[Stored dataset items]
┌────────

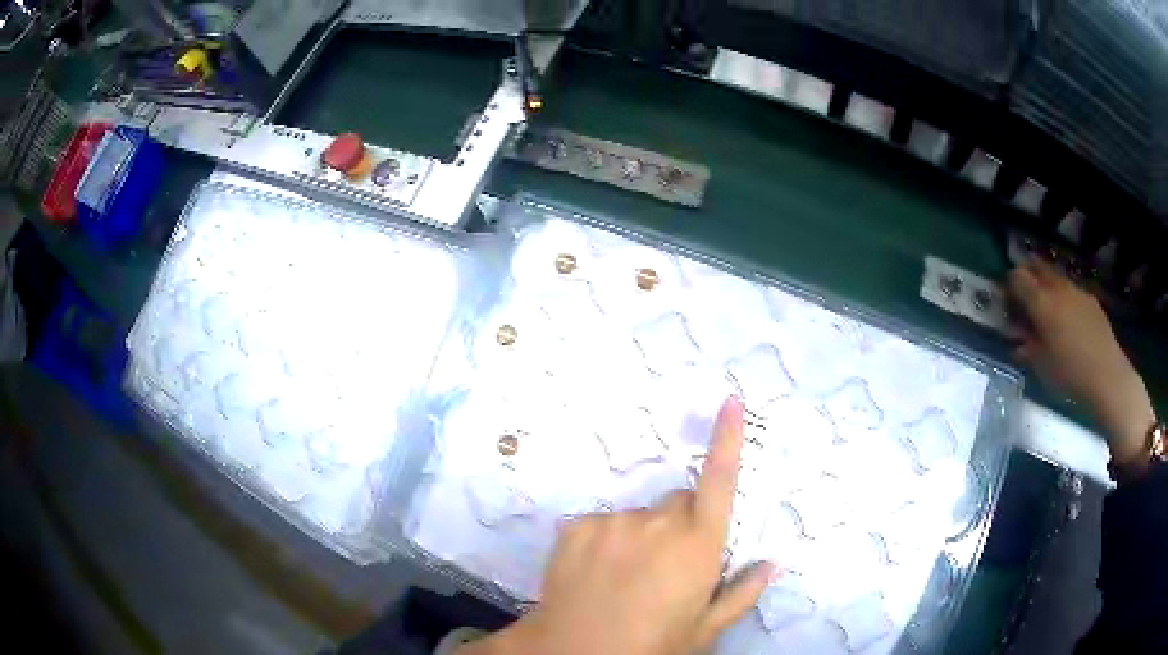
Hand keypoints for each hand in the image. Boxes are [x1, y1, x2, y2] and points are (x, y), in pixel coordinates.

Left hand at [464, 396, 776, 654]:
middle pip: (679, 504)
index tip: (729, 401)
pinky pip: (602, 524)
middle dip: (681, 524)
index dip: (727, 440)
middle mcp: (658, 523)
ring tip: (625, 578)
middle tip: (667, 566)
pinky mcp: (576, 526)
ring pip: (638, 517)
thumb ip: (741, 593)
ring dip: (640, 536)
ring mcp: (613, 521)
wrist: (573, 654)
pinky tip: (595, 574)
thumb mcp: (705, 629)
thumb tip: (772, 563)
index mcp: (698, 546)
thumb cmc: (652, 645)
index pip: (719, 482)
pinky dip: (604, 541)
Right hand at [1008, 259, 1153, 463]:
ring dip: (1047, 284)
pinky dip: (1064, 296)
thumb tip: (1016, 342)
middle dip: (1028, 275)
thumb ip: (1027, 348)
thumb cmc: (1070, 374)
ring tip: (1047, 306)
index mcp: (1041, 303)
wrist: (1106, 375)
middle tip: (1024, 294)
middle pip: (1037, 267)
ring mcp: (1076, 290)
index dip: (1010, 286)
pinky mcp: (1090, 298)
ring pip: (1055, 276)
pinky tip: (1069, 318)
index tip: (1008, 301)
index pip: (1017, 277)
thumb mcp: (1042, 367)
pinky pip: (1071, 289)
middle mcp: (1057, 288)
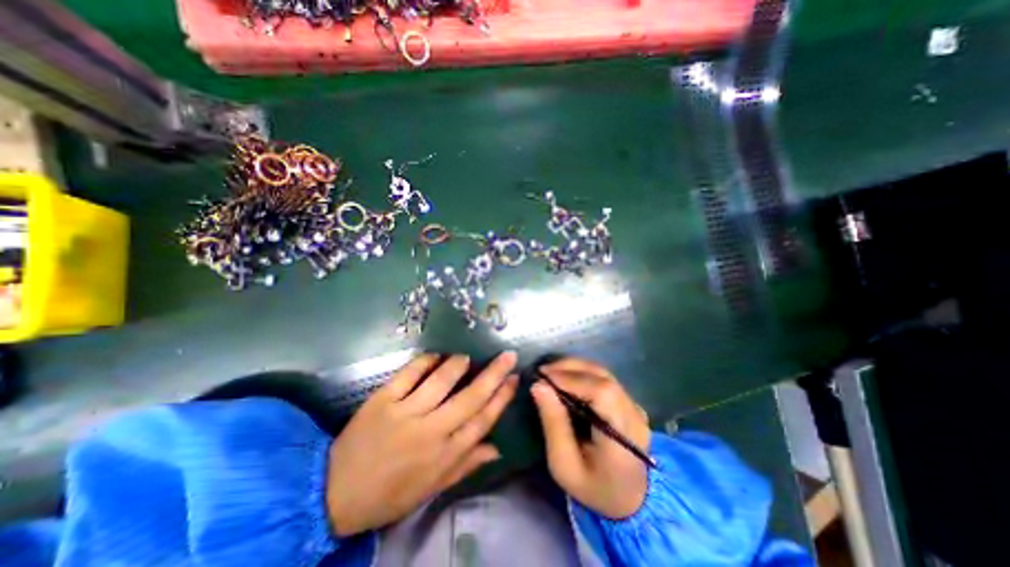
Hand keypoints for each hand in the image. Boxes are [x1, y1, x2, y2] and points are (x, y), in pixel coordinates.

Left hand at [329, 349, 519, 535]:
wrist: (335, 494)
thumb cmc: (391, 493)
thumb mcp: (432, 488)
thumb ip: (466, 465)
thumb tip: (497, 448)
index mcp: (444, 455)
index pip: (482, 420)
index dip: (502, 398)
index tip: (514, 379)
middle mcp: (430, 432)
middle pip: (470, 398)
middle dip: (493, 374)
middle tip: (508, 355)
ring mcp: (405, 413)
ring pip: (441, 381)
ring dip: (458, 365)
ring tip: (467, 357)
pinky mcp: (383, 400)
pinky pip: (409, 374)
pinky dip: (425, 361)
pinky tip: (436, 355)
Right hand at [532, 358, 649, 517]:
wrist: (629, 500)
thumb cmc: (593, 487)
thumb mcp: (564, 465)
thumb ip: (553, 424)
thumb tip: (539, 386)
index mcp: (622, 436)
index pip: (601, 393)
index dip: (571, 379)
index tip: (543, 376)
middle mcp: (633, 415)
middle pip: (603, 377)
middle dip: (570, 368)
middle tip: (543, 371)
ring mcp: (634, 406)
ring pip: (604, 374)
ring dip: (575, 368)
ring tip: (551, 372)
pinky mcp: (629, 402)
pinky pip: (605, 379)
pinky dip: (583, 374)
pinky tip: (566, 378)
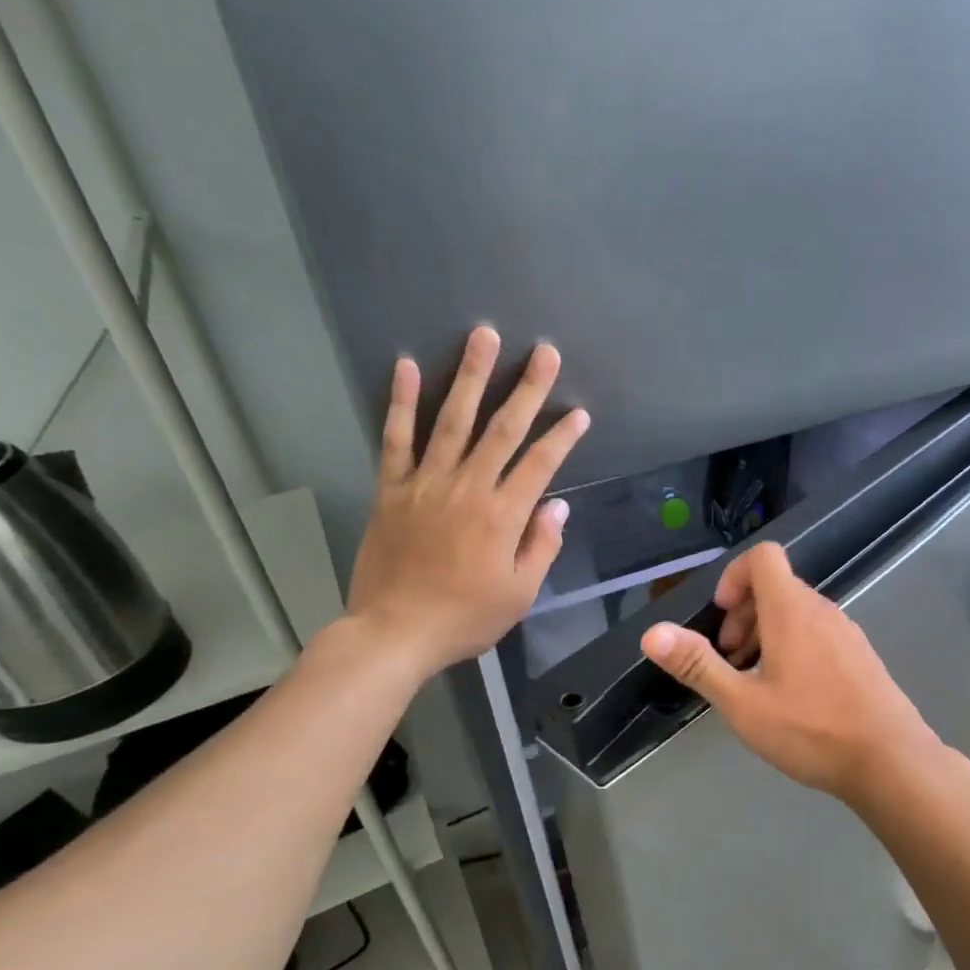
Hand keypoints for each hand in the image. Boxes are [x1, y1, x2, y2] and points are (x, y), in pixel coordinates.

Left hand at [347, 325, 589, 681]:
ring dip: (470, 376)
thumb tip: (557, 505)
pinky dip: (402, 402)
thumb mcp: (519, 593)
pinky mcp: (391, 489)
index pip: (540, 464)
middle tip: (544, 352)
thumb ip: (541, 546)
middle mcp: (467, 488)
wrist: (395, 632)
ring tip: (484, 336)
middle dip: (527, 388)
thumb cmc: (466, 617)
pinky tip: (408, 366)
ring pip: (452, 421)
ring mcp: (425, 484)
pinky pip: (395, 439)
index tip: (578, 411)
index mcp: (502, 515)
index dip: (562, 436)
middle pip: (502, 430)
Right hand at [638, 543, 941, 803]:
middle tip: (731, 660)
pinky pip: (818, 632)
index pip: (763, 556)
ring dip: (766, 634)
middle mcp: (822, 610)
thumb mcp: (743, 703)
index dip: (734, 576)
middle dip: (743, 615)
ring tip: (755, 682)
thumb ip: (698, 665)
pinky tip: (791, 696)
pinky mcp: (860, 655)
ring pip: (797, 612)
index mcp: (792, 610)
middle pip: (776, 586)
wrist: (890, 760)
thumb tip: (653, 634)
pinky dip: (793, 646)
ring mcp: (846, 631)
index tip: (721, 617)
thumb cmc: (811, 730)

└────────

**Activity**. State how many lines of the records above contain the word "Left", and give only that number.

**Your solution**. 3